La guida pratica: come impostare il tuo controllo quotidiano

Per far funzionare l’AI al meglio servono pochi accorgimenti. Ecco come trasformarla nel tuo assistente personale senza commettere gli errori più comuni.

1. Scegli lo strumento giusto e abilita il web

Apri una chat gratuita su ChatGPT, Gemini o Copilot. A differenza dei motori di ricerca tradizionali, questi strumenti sono in grado di leggere la rete e riassumerti solo ciò che serve. Assicurati soltanto che la funzione di ricerca web sia attiva (nelle versioni base di solito parte da sola quando fai una domanda aggiornata).

2. Incolla un prompt preciso (il “comando magico”)

Salva questo testo nelle note dello smartphone e usalo ogni mattina, cambiando solo i dati tra parentesi:

“Cerca sui siti dell’Ufficio Scolastico Territoriale di [provincia] e delle scuole della stessa provincia gli interpelli pubblicati nelle ultime 24 ore per la classe di concorso [es. A022]. Elencami solo le novità con: nome della scuola, data di scadenza e link diretto all’avviso.”

Specificare subito di quali dati hai bisogno è fondamentale: se il comando resta troppo generico, l’AI rischia di tralasciare la data di scadenza o dimenticare il link per candidarti.

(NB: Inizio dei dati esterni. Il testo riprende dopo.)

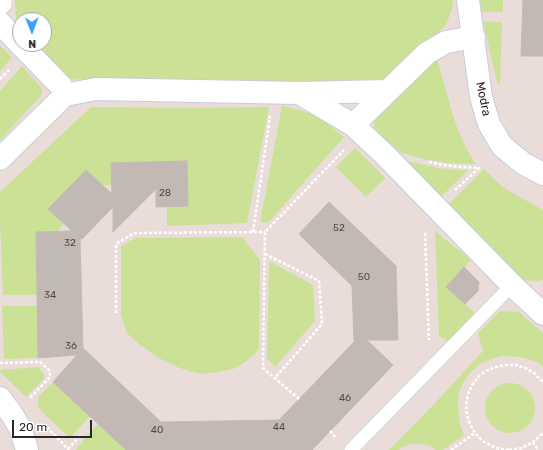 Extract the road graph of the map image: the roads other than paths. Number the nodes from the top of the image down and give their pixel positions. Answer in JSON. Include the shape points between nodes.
{"nodes":[{"id":1,"x":5,"y":0,"type":"edge"},
{"id":2,"x":468,"y":0,"type":"edge"},
{"id":3,"x":0,"y":10,"type":"edge"},
{"id":4,"x":0,"y":23,"type":"edge"},
{"id":5,"x":12,"y":36,"type":"edge"},
{"id":6,"x":474,"y":37,"type":"junction"},
{"id":7,"x":28,"y":52,"type":"edge"},
{"id":8,"x":388,"y":91,"type":"junction"},
{"id":9,"x":299,"y":93,"type":"junction"},
{"id":10,"x":66,"y":95,"type":"junction"},
{"id":11,"x":357,"y":129,"type":"junction"},
{"id":12,"x":0,"y":159,"type":"edge"},
{"id":13,"x":543,"y":174,"type":"edge"},
{"id":14,"x":512,"y":285,"type":"junction"},
{"id":15,"x":543,"y":314,"type":"edge"},
{"id":16,"x":0,"y":398,"type":"edge"},
{"id":17,"x":27,"y":450,"type":"edge"},
{"id":18,"x":351,"y":450,"type":"edge"}],
"edges":[{"from":1,"to":3,"type":"lane","via":[[5,5]]},
{"from":2,"to":6,"type":"street","name":"Modra"},
{"from":4,"to":5,"type":"street"},
{"from":6,"to":8,"type":"street","via":[[446,42],[427,53]]},
{"from":6,"to":13,"type":"street","name":"Modra","via":[[481,97],[489,124],[502,146],[524,164]]},
{"from":7,"to":10,"type":"street","via":[[61,86]]},
{"from":8,"to":9,"type":"street"},
{"from":8,"to":11,"type":"street"},
{"from":9,"to":10,"type":"street","via":[[96,89]]},
{"from":9,"to":11,"type":"street"},
{"from":10,"to":12,"type":"street"},
{"from":11,"to":14,"type":"street"},
{"from":14,"to":15,"type":"street"},
{"from":14,"to":18,"type":"lane"},
{"from":16,"to":17,"type":"street","via":[[13,416]]}]}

3. Metti un “paletto” alle fonti per evitare abbagli

Se la tua provincia raccoglie gli avvisi su una pagina specifica dell’USP, incolla quel link direttamente dentro la tua richiesta. Indicare all’AI il punto esatto da cui partire la guida verso fonti ufficiali, azzerando il rischio che consulti siti non aggiornati o inventi informazioni.

4. Fai sempre un doppio controllo sulla fonte originale

Prima di preparare la candidatura, clicca sul link fornito dall’AI e apri il bando sul sito della scuola. L’intelligenza artificiale è uno strumento potente ma non è infallibile: un rapido controllo di pochi secondi ti mette al riparo da date lette male o da avvisi scritti l’anno prima e rimasti online.

5. Mantieni un occhio umano sui PDF e sui siti preferiti

C’è un limite tecnico da tenere a mente: se una scuola pubblica un avviso dentro un file PDF scansionato come immagine, i motori di ricerca e le AI potrebbero non riuscire a leggerlo. Per non perdere questi avvisi “invisibili”, conserva l’abitudine di fare un giro manuale una volta alla settimana sui siti dei tre o quattro istituti in cui ti piacerebbe di più lavorare.

6. Attiva Google Alerts come rete di sicurezza

Vai sul servizio gratuito Google Alerts e crea un avviso con la formula interpello [classe di concorso] [provincia]. Se un’AI non ha ancora indicizzato una pagina uscita da un’ora, ci penserà l’avviso via email di Google a farti da paracadute.

7. Custodisci la tua privacy

Usa l’AI solo per cercare informazioni, mai per inviarle. Non inserire mai codice fiscale, punteggio GPS, numero di telefono o altri dati personali nelle chat, né affidarti a form terzi che promettono “candidature automatiche”.

Una questione di parità di accesso

Imparare a usare questi piccoli trucchi non è un passatempo da appassionati di tecnologia, ma una scelta di autodifesa professionale. Chi impara a gestire l’AI risparmia ore di ansia e intercetta le occasioni al momento giusto; chi continua a fare tutto in analogico rischia di arrivare in ritardo semplicemente perché il tempo a disposizione è poco.

In un mercato del lavoro dove le opportunità si giocano sul filo delle ore, l’AI è sempre più uno strumento necessario per essere competitivi nel curioso mondo degli interpelli.